#### TASK STATEMENT:
When a line in the records contains the string "roads", copy that line.

(LISTED ENTRIES Opens)

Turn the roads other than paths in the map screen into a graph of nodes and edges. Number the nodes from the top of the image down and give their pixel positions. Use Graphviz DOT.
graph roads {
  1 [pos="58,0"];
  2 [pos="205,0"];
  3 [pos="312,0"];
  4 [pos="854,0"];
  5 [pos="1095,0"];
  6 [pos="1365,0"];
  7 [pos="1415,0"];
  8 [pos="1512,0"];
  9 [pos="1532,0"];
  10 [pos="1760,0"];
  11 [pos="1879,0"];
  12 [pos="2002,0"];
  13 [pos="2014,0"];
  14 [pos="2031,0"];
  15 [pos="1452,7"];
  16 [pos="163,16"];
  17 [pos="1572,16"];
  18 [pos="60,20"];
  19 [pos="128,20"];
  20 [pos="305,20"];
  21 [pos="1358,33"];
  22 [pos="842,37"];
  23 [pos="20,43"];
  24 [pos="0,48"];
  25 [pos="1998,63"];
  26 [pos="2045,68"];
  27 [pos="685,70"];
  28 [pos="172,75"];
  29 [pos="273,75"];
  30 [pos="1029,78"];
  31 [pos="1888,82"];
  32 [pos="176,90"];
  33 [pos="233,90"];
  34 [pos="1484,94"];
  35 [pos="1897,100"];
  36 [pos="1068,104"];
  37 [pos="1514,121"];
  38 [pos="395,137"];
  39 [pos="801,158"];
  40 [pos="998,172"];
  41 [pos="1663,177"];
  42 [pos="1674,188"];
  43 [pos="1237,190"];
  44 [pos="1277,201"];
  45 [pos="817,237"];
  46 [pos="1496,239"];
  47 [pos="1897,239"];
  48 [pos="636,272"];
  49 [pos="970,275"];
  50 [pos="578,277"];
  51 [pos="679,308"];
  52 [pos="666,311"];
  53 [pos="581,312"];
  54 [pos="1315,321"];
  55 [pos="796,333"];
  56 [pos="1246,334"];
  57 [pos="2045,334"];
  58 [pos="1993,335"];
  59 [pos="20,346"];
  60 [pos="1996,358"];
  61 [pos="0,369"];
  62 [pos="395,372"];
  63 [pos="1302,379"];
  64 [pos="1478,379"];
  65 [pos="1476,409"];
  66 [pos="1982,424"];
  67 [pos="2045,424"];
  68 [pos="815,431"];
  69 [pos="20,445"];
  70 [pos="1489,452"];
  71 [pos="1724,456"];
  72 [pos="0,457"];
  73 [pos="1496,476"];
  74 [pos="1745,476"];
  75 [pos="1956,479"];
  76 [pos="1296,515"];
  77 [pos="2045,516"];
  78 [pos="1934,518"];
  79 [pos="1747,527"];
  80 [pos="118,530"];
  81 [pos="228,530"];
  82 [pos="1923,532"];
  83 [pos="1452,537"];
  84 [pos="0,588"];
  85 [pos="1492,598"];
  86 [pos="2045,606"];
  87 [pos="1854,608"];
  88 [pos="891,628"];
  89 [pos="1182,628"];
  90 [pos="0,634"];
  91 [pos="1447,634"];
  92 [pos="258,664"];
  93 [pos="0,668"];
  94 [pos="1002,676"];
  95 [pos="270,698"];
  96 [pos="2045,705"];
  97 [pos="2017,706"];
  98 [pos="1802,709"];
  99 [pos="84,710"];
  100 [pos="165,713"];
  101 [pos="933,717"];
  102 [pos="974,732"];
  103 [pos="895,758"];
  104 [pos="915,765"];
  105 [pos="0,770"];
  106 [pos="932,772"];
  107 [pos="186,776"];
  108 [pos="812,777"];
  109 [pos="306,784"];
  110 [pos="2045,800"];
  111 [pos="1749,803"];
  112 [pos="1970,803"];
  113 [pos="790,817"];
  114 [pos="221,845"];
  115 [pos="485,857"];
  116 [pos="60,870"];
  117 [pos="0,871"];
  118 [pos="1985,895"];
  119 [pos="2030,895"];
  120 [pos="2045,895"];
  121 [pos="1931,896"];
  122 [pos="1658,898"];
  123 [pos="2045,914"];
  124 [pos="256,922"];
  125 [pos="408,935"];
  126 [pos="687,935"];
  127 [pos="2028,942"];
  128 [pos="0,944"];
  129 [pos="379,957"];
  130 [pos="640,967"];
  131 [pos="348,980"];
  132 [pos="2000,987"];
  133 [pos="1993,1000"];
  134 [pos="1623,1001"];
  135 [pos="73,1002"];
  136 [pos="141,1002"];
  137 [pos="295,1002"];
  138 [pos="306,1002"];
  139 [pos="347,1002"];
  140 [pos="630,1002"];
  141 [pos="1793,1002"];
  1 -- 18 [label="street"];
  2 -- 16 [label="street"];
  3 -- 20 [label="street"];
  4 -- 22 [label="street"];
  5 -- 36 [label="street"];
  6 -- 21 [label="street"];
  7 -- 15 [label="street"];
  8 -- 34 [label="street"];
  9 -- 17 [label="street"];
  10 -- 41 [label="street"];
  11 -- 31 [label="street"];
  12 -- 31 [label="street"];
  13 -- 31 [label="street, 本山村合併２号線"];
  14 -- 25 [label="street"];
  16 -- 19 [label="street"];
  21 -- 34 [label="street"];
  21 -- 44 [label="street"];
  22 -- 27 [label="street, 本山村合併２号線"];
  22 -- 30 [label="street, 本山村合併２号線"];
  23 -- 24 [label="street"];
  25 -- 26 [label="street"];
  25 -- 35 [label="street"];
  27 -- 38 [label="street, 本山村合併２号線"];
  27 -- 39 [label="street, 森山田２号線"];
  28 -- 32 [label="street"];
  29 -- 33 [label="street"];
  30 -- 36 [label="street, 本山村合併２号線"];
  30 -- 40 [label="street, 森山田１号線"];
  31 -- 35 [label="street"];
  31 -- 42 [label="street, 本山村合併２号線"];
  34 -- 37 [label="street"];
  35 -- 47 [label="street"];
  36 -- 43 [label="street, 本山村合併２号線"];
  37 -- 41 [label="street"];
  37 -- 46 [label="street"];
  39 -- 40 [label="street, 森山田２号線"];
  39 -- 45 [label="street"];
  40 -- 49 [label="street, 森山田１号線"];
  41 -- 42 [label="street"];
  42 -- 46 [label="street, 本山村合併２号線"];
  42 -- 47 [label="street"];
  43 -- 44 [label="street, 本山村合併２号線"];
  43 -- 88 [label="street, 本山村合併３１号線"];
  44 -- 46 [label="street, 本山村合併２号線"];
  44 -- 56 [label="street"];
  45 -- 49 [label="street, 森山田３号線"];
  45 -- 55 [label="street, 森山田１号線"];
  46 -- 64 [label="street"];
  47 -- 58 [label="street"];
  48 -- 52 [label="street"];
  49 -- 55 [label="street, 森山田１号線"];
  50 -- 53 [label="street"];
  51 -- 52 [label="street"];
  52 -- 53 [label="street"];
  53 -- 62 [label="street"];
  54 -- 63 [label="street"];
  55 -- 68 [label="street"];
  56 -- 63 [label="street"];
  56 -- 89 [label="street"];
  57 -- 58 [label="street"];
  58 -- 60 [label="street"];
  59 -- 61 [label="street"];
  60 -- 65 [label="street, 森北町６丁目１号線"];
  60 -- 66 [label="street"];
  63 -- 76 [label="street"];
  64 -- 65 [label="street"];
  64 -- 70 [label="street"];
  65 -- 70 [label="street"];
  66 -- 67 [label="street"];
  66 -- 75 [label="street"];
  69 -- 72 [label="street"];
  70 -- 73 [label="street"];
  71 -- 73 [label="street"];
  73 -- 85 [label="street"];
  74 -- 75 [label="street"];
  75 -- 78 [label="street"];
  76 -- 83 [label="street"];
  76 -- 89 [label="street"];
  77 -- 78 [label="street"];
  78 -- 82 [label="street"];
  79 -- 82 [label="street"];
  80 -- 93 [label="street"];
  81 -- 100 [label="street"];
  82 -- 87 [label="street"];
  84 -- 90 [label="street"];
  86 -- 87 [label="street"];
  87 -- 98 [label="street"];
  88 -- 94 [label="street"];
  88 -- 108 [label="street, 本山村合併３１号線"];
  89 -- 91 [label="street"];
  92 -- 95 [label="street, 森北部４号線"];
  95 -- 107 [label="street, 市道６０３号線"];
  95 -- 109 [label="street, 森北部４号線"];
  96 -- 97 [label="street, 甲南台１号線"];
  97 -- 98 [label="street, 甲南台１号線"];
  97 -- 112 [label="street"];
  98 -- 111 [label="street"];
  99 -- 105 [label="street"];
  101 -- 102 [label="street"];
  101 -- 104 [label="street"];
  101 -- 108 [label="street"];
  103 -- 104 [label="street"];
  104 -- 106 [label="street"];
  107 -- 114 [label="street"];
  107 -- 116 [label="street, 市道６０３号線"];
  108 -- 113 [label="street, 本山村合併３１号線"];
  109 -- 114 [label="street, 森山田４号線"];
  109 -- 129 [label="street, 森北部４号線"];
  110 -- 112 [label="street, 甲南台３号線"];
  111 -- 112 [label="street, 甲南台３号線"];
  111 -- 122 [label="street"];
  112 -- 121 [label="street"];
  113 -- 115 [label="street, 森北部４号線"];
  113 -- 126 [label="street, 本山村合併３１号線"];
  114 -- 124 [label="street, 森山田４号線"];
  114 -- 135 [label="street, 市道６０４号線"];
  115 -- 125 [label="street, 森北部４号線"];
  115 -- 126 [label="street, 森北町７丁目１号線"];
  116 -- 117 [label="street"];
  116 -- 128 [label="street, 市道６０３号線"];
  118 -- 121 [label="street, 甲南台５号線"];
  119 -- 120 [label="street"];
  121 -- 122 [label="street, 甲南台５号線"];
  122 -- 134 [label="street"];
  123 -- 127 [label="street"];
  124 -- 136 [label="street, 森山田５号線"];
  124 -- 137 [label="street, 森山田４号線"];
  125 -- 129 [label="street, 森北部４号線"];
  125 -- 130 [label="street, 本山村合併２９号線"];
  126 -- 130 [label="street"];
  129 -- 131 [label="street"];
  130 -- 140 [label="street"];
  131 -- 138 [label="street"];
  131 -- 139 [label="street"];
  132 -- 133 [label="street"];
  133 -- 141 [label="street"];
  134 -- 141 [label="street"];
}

(LISTED ENTRIES Closes)

#### RESPONSE BELOW:
Turn the roads other than paths in the map screen into a graph of nodes and edges. Number the nodes from the top of the image down and give their pixel positions. Use Graphviz DOT.
graph roads {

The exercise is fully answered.